» **What the task requires**: Retype the following data exactly, but leave its pictures out.

» **Given data**:
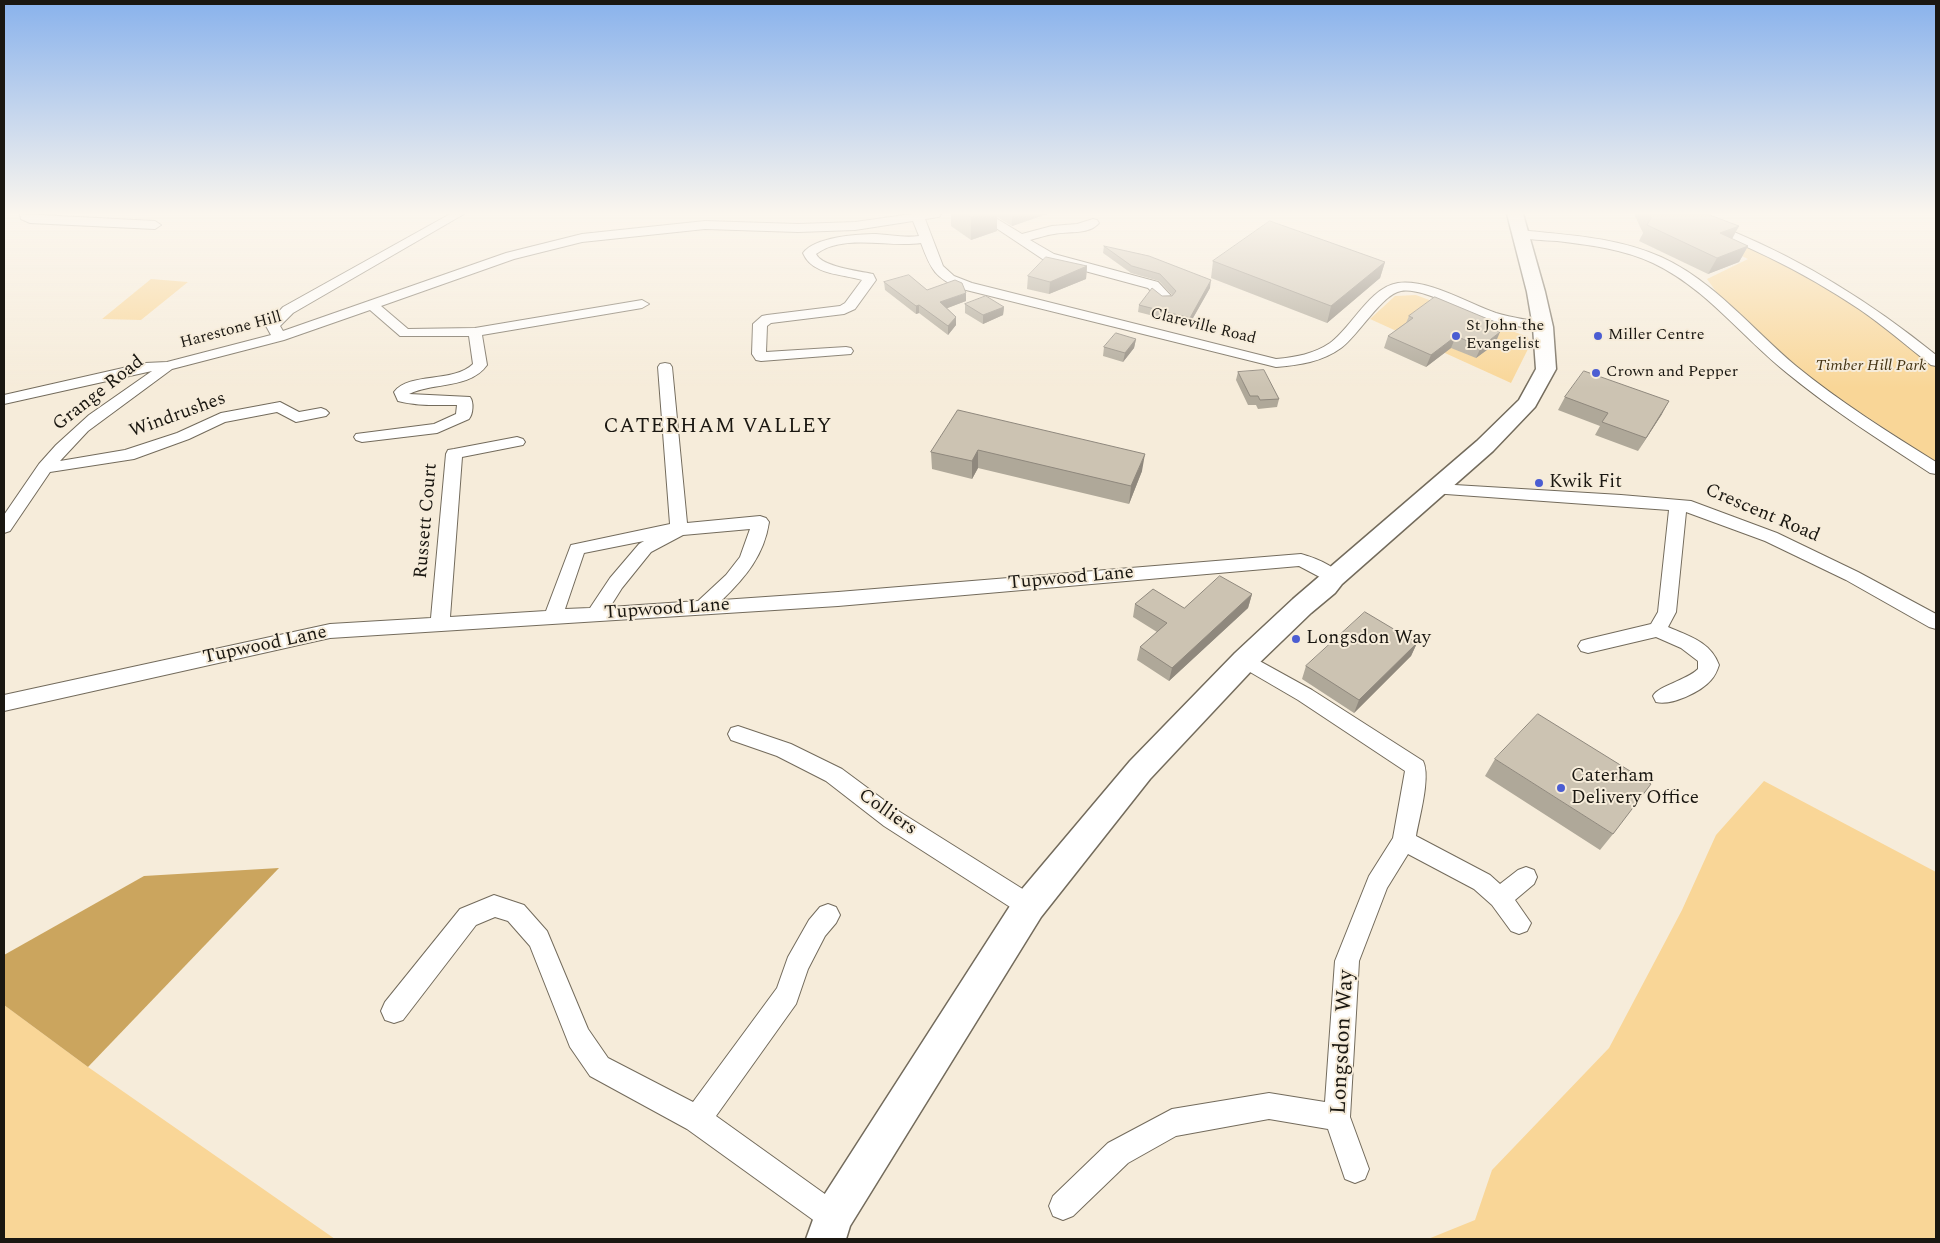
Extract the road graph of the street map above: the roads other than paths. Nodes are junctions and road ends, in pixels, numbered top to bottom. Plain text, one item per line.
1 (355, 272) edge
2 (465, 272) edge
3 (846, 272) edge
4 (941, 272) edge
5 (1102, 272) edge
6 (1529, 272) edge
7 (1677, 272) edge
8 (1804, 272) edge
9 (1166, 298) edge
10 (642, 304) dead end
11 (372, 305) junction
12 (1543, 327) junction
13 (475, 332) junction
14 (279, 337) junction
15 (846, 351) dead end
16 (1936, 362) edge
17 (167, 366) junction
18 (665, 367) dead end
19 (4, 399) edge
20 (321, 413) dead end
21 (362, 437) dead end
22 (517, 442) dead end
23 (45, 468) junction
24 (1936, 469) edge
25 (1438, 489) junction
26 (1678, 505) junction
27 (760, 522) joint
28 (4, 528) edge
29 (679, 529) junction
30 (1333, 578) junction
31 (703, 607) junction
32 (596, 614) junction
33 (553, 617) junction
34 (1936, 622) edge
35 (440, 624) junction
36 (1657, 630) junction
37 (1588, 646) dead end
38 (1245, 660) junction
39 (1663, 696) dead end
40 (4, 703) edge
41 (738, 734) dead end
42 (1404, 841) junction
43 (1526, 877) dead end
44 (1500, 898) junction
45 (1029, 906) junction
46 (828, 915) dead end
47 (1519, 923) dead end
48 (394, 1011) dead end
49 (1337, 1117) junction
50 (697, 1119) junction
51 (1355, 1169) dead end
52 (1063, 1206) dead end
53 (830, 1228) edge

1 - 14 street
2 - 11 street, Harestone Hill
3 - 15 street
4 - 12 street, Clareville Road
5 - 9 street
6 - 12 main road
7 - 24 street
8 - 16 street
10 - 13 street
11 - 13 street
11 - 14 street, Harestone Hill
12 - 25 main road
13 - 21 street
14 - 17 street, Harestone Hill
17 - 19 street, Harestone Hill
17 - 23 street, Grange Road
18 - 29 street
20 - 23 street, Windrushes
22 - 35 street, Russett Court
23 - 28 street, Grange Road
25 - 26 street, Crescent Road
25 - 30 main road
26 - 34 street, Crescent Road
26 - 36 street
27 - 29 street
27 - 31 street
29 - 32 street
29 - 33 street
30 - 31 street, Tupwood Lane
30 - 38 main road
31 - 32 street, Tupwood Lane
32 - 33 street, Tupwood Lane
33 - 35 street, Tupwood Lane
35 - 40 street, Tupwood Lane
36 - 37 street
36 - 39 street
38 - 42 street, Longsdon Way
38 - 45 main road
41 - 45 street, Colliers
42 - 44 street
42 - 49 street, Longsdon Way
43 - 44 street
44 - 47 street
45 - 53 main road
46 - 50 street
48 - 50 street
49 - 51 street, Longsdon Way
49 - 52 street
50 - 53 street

» **Solution to the exercise**:
Extract the road graph of the street map above: the roads other than paths. Nodes are junctions and road ends, in pixels, numbered top to bottom. Plain text, one item per line.
1 (355, 272) edge
2 (465, 272) edge
3 (846, 272) edge
4 (941, 272) edge
5 (1102, 272) edge
6 (1529, 272) edge
7 (1677, 272) edge
8 (1804, 272) edge
9 (1166, 298) edge
10 (642, 304) dead end
11 (372, 305) junction
12 (1543, 327) junction
13 (475, 332) junction
14 (279, 337) junction
15 (846, 351) dead end
16 (1936, 362) edge
17 (167, 366) junction
18 (665, 367) dead end
19 (4, 399) edge
20 (321, 413) dead end
21 (362, 437) dead end
22 (517, 442) dead end
23 (45, 468) junction
24 (1936, 469) edge
25 (1438, 489) junction
26 (1678, 505) junction
27 (760, 522) joint
28 (4, 528) edge
29 (679, 529) junction
30 (1333, 578) junction
31 (703, 607) junction
32 (596, 614) junction
33 (553, 617) junction
34 (1936, 622) edge
35 (440, 624) junction
36 (1657, 630) junction
37 (1588, 646) dead end
38 (1245, 660) junction
39 (1663, 696) dead end
40 (4, 703) edge
41 (738, 734) dead end
42 (1404, 841) junction
43 (1526, 877) dead end
44 (1500, 898) junction
45 (1029, 906) junction
46 (828, 915) dead end
47 (1519, 923) dead end
48 (394, 1011) dead end
49 (1337, 1117) junction
50 (697, 1119) junction
51 (1355, 1169) dead end
52 (1063, 1206) dead end
53 (830, 1228) edge

1 - 14 street
2 - 11 street, Harestone Hill
3 - 15 street
4 - 12 street, Clareville Road
5 - 9 street
6 - 12 main road
7 - 24 street
8 - 16 street
10 - 13 street
11 - 13 street
11 - 14 street, Harestone Hill
12 - 25 main road
13 - 21 street
14 - 17 street, Harestone Hill
17 - 19 street, Harestone Hill
17 - 23 street, Grange Road
18 - 29 street
20 - 23 street, Windrushes
22 - 35 street, Russett Court
23 - 28 street, Grange Road
25 - 26 street, Crescent Road
25 - 30 main road
26 - 34 street, Crescent Road
26 - 36 street
27 - 29 street
27 - 31 street
29 - 32 street
29 - 33 street
30 - 31 street, Tupwood Lane
30 - 38 main road
31 - 32 street, Tupwood Lane
32 - 33 street, Tupwood Lane
33 - 35 street, Tupwood Lane
35 - 40 street, Tupwood Lane
36 - 37 street
36 - 39 street
38 - 42 street, Longsdon Way
38 - 45 main road
41 - 45 street, Colliers
42 - 44 street
42 - 49 street, Longsdon Way
43 - 44 street
44 - 47 street
45 - 53 main road
46 - 50 street
48 - 50 street
49 - 51 street, Longsdon Way
49 - 52 street
50 - 53 street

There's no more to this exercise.